We are already experiencing the first signs of fall after a scorching summer. There was plenty of sunshine and beach to help us face this new year and eight months of Curitiba winter and cooler temperatures across the country. Wonderful blue skies, the breeze pleasant despite the heat that still reigns at night. We are privileged in our Curitiba as we pull up a blanket to ward off the cold, but not before we admire the wonderful moonlit nights, vitreous blue with sparkling stars in a splendid universe.

Wine is a natural product resulting from the fermentation of grapes, and as such is not manufactured and cannot be produced in desired quantities nor at any specific time as with beer or soda. Therefore, nature imposes itself on man, precluding market preferences. And of course the season certainly influences the choice of the wine that should be tasted. But before this, its important to remember that the seasons act on the dynamics of wine production.
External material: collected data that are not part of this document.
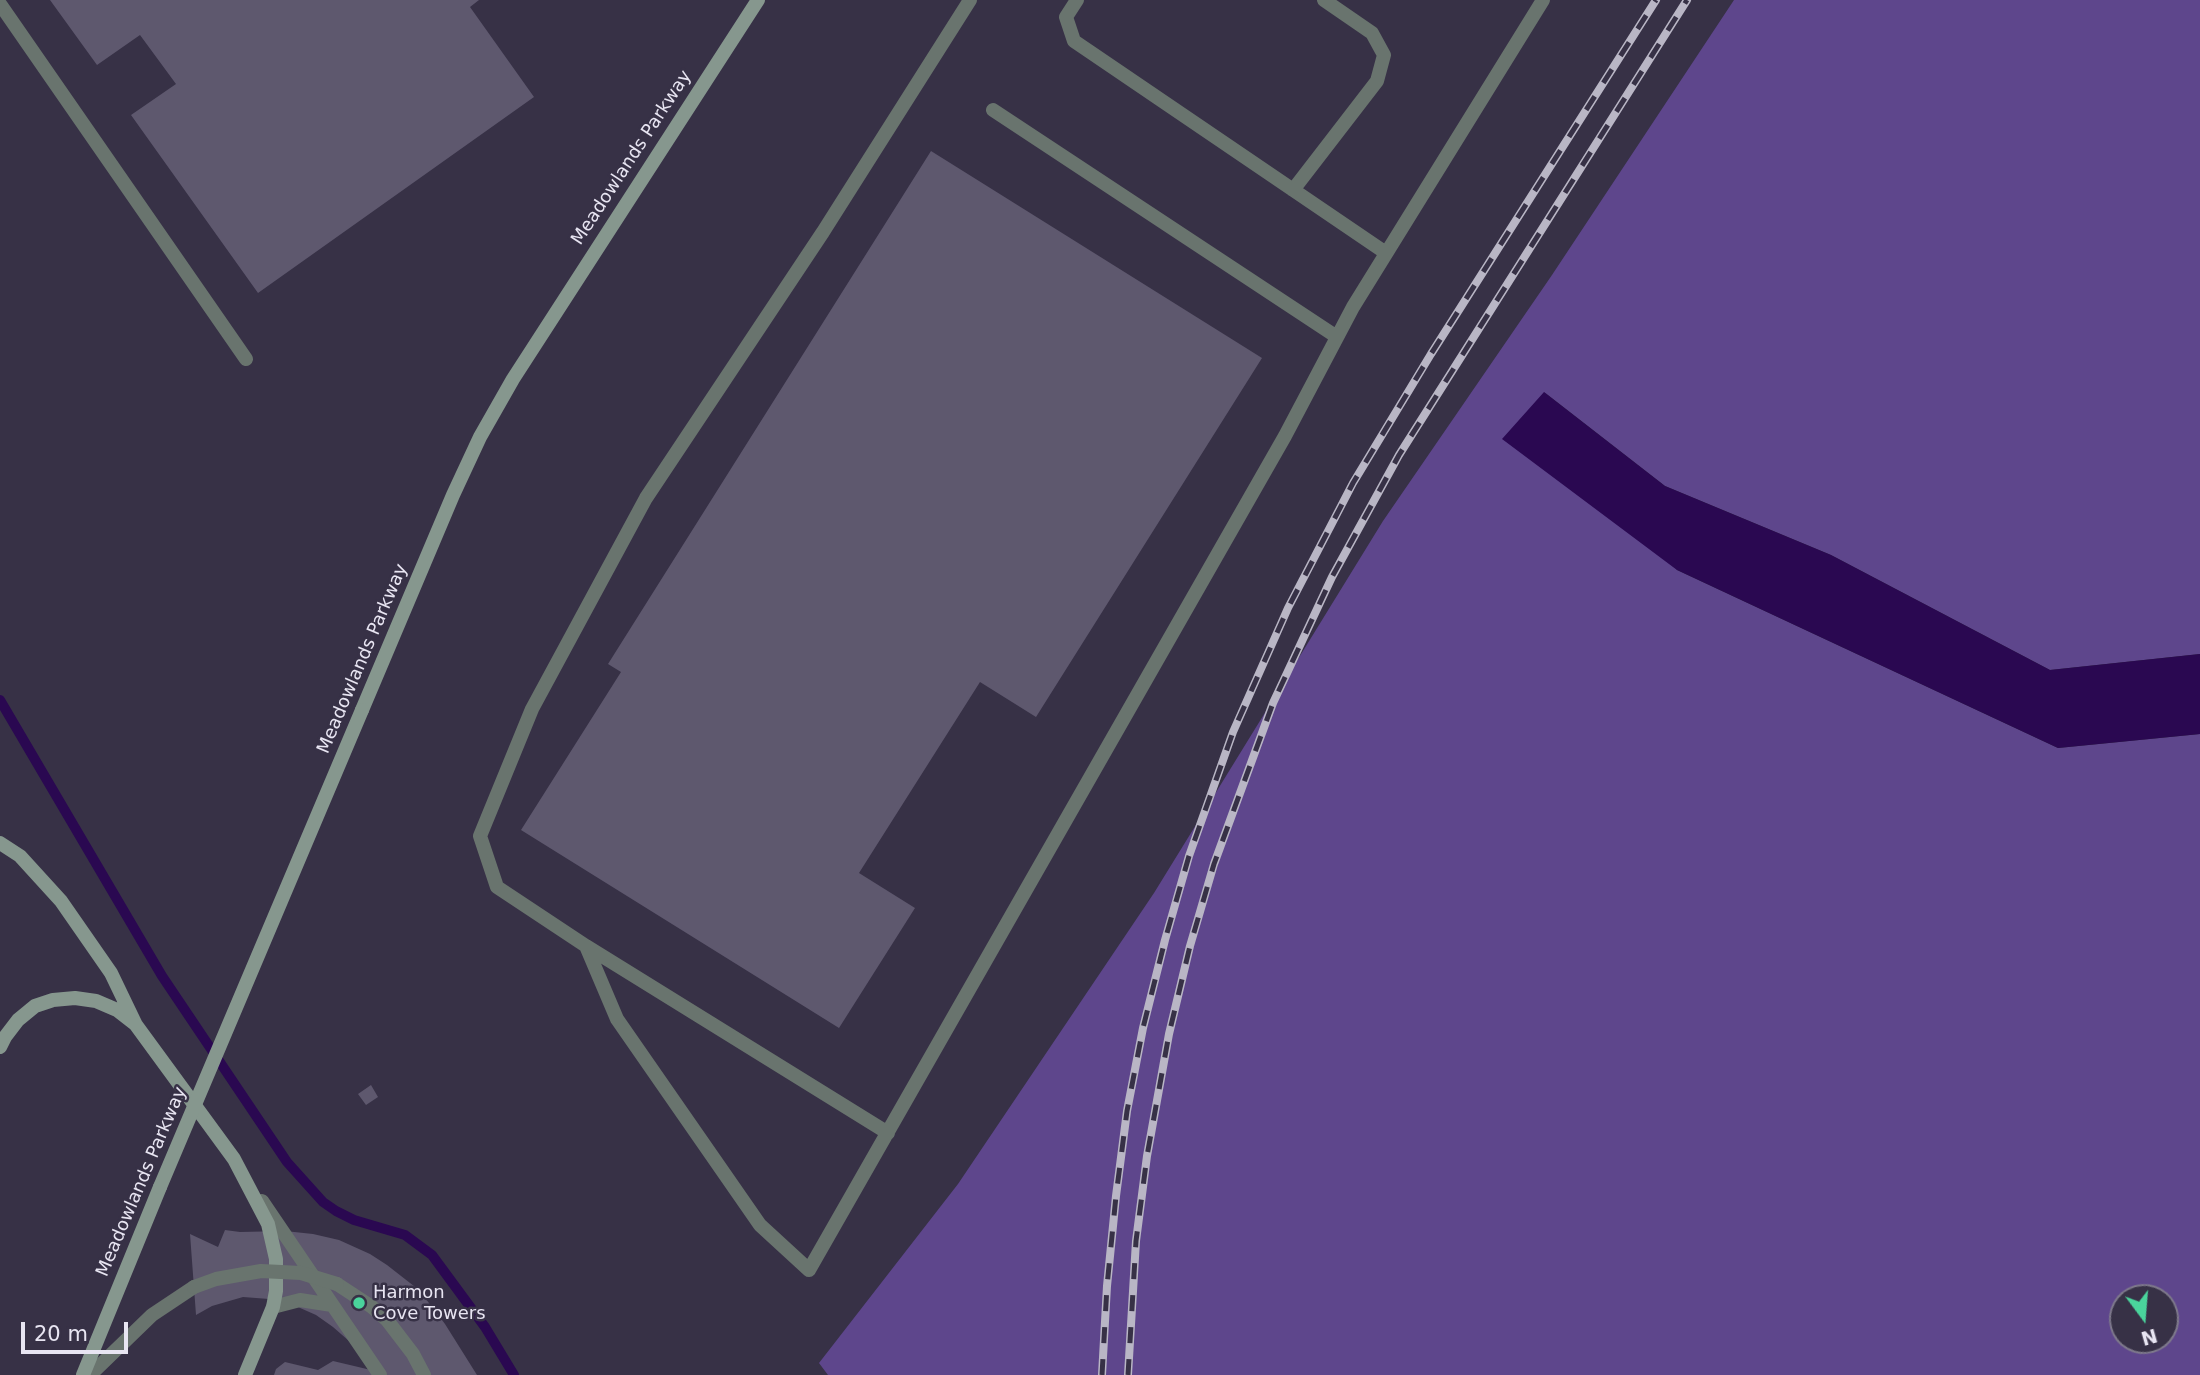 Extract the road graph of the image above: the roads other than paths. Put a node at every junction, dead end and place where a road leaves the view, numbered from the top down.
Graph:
1 (758, 0) edge
2 (970, 0) edge
3 (1077, 0) edge
4 (1324, 0) edge
5 (1543, 0) edge
6 (0, 4) edge
7 (993, 110) dead end
8 (1293, 190) junction
9 (1387, 253) junction
10 (1337, 337) junction
11 (246, 359) dead end
12 (0, 843) edge
13 (586, 946) junction
14 (136, 1025) junction
15 (0, 1047) edge
16 (888, 1133) junction
17 (234, 1159) junction
18 (332, 1305) junction
19 (273, 1307) junction
20 (83, 1375) edge
21 (90, 1375) edge
22 (245, 1375) edge
23 (380, 1375) edge
24 (424, 1375) edge

1 - 20 main road, Meadowlands Parkway, bridge
2 - 13 lane
3 - 8 lane
4 - 8 lane
5 - 9 lane
6 - 11 lane
7 - 10 lane
8 - 9 lane
9 - 10 lane
10 - 16 lane
12 - 14 main road
13 - 16 lane
13 - 16 lane
14 - 15 main road
14 - 17 main road
17 - 18 lane
17 - 19 main road
18 - 19 lane
18 - 23 lane
19 - 22 main road
21 - 24 lane, bridge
The grape harvest occurs all over the world, regardless of the type of wine you want to cultivate in late summer, when the grapes reach maximum maturity. The harvest months are usually September and October in the northern hemisphere, February and March in the southern hemisphere. There are exceptions to the rule, of course.
“Late Harvest Wine” is so named because the fruit harvest is delayed until the onset of winter. These famous sweet wines are best served with dessert.

Nowadays, for the disciples of Bacchus, it’s time to start moving to the more full-bodied wines and spirits where the preferred serving temperature is about 18º C to go with heartier meals. Meanwhile, lighter reds are served chilled, for refreshing hot days with light dishes. After all, why would the Beaujolais Nouveau, the famous wine of Burgundy and the lightest of the red wines, be released in November each year, always on the third Thursday of the month? November in France is just before the harsh European winter.

Brazilian wineries release their Gamay wines (the same grape goes into Beaujolais) mid-autumn (so-called Easter Wine), a wine that makes for good drinking any time of the year to accompany light dishes such a seafood.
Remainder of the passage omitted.